第3話





 明かり取りから入ってくるほのかな外光によって、城内の見通しはよかった。床に降り積もった埃には、先行した冒険者たちの足跡がくっきりと印されている。これをたどっていけば、彼らが討ちそこねた魔物のもとまで案内してもらえる。ついでにトラップも回避できる。つまり先行するレイドはハリスが安全な道を通って金を稼ぐための当て馬だ。我ながらなんて卑怯だろうか。最悪だなこいつ。自分だけどさ。


 だがいまは良心の呵責よりも金だ。


 外よりも魔物のレベルは高いようで、鎧や剣を装備したアンデッドが倒れている。戦利品も結構まともだ。
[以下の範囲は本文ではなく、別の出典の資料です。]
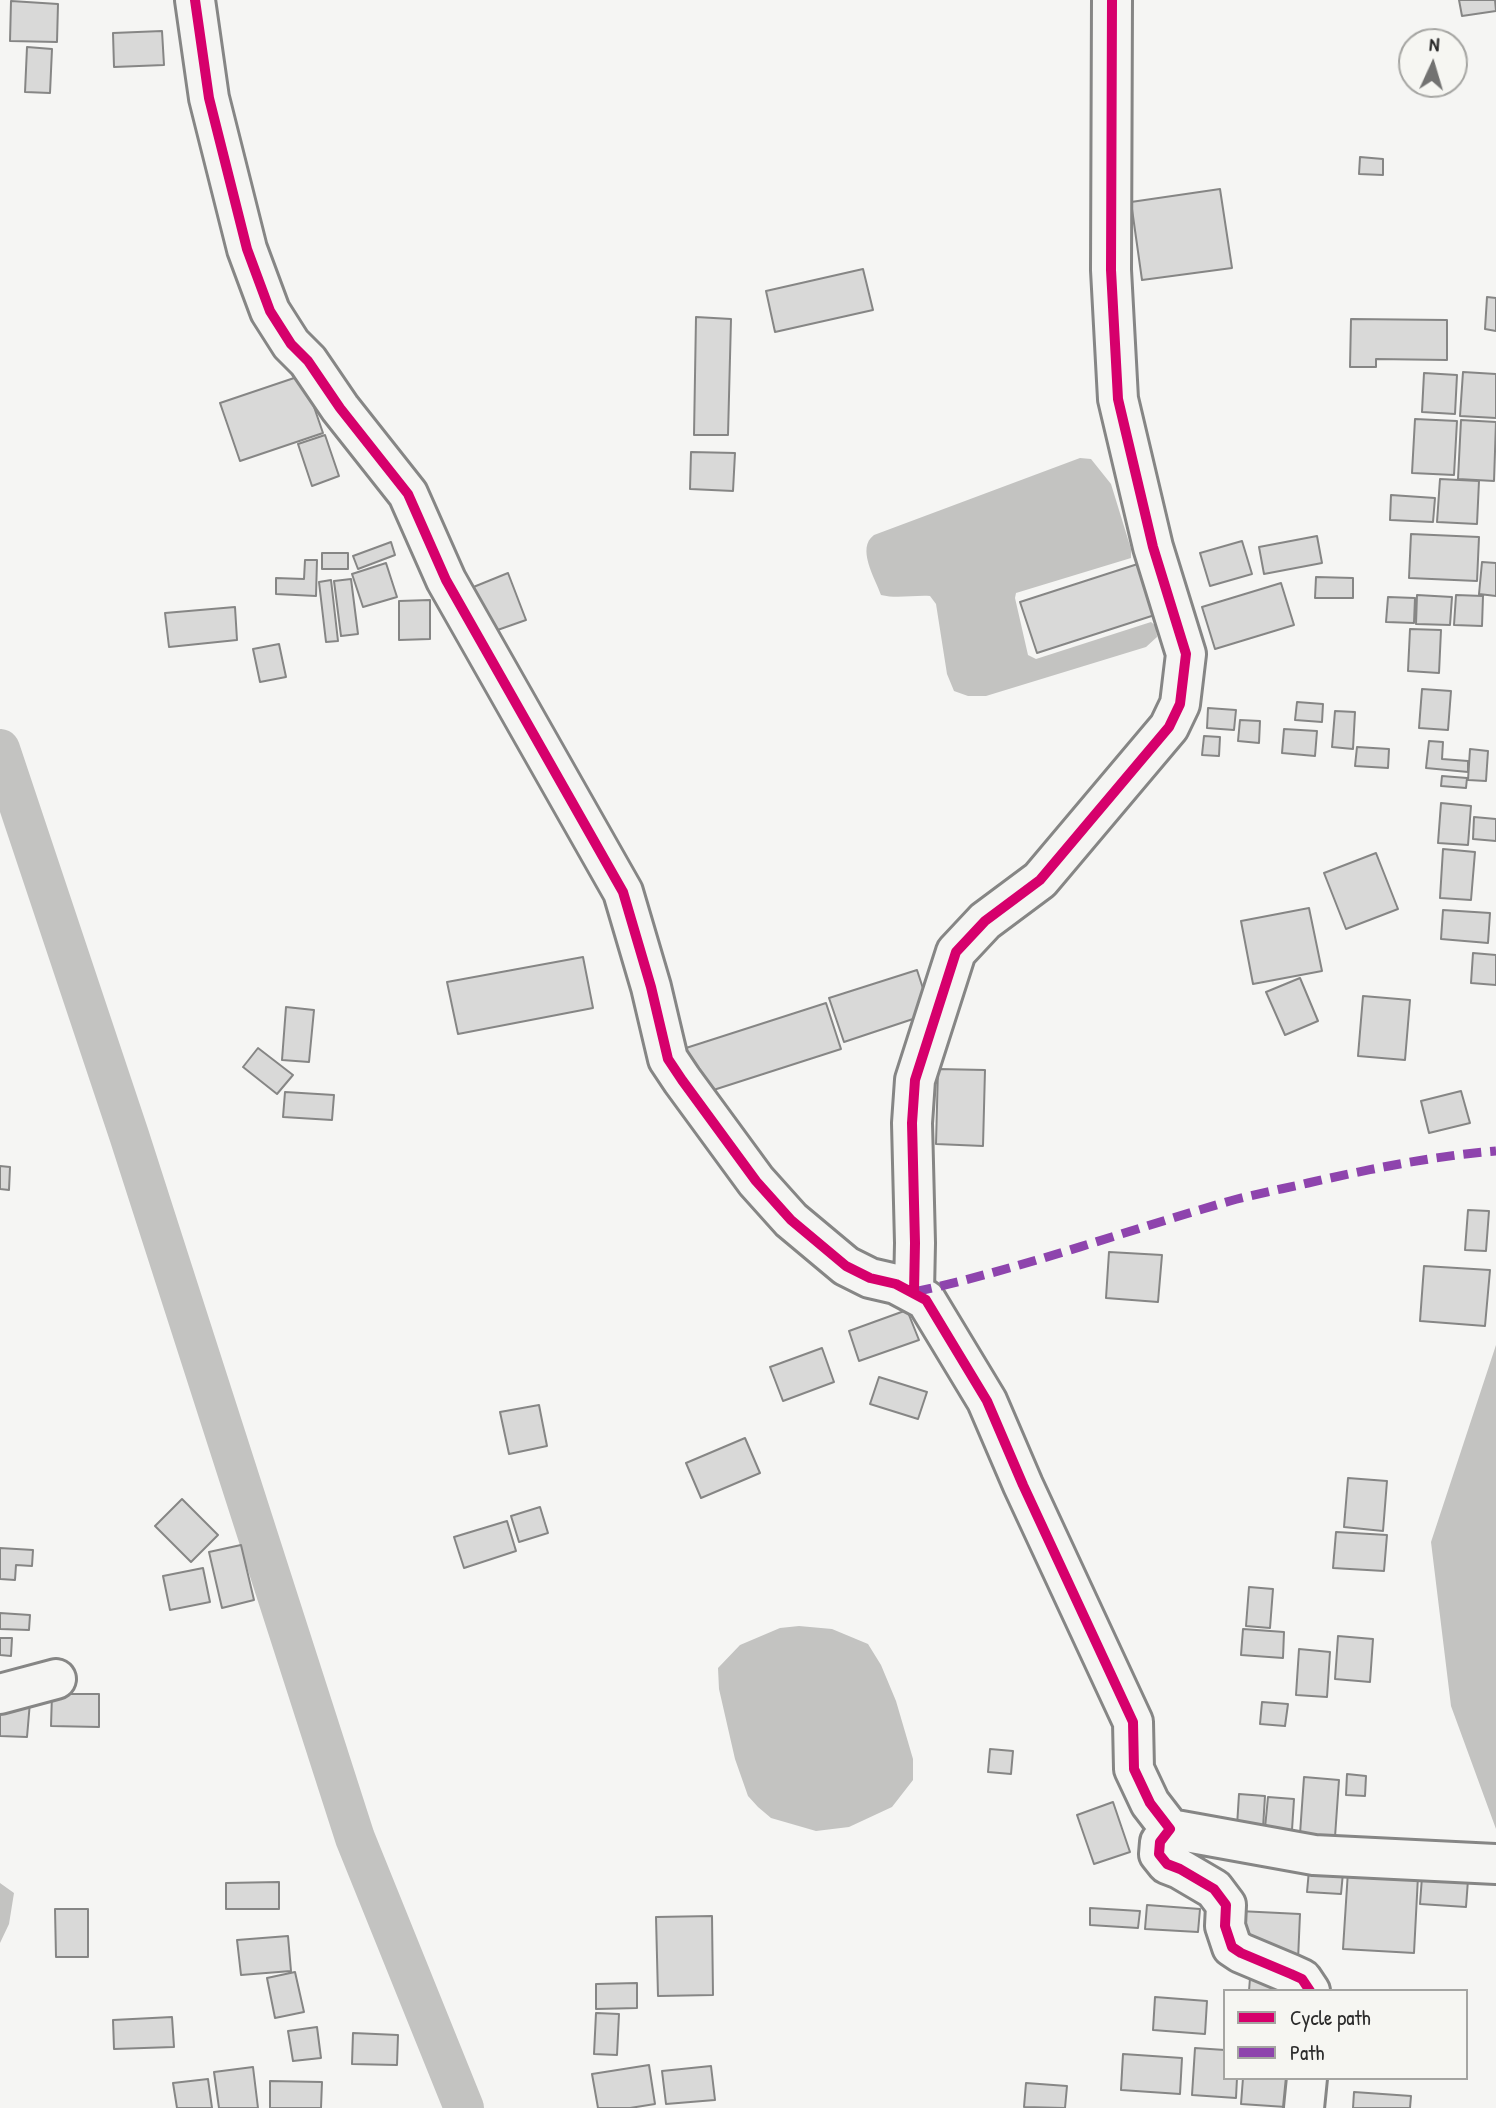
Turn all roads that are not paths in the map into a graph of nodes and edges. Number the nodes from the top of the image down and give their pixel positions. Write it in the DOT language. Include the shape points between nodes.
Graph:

 かろうじて動いてるアンデッドを発見したら、ダガーで頭部をつらぬく。剣や鎧は、さすがに重い。移動の邪魔になるので持ち運べないが、装飾品の銀のメダルやアクセサリー類は使えそうなので皮袋に入れて回収する。


 そんなことをやっていたら、先行する冒険者たちに追いついた。気配を察知されないように身を潜める。ぎりぎりの距離を保ちつつ追跡しよう。ばれたときは、あたかも最初からレイドに参加していたふりをすればいい。それで誤魔化せるだろう。自分で自分が恐くなるほどの姑息さだ。


 前方にいる冒険者たちは交戦中だ。アンデッドどもに剣や魔術をぶちこんでいる。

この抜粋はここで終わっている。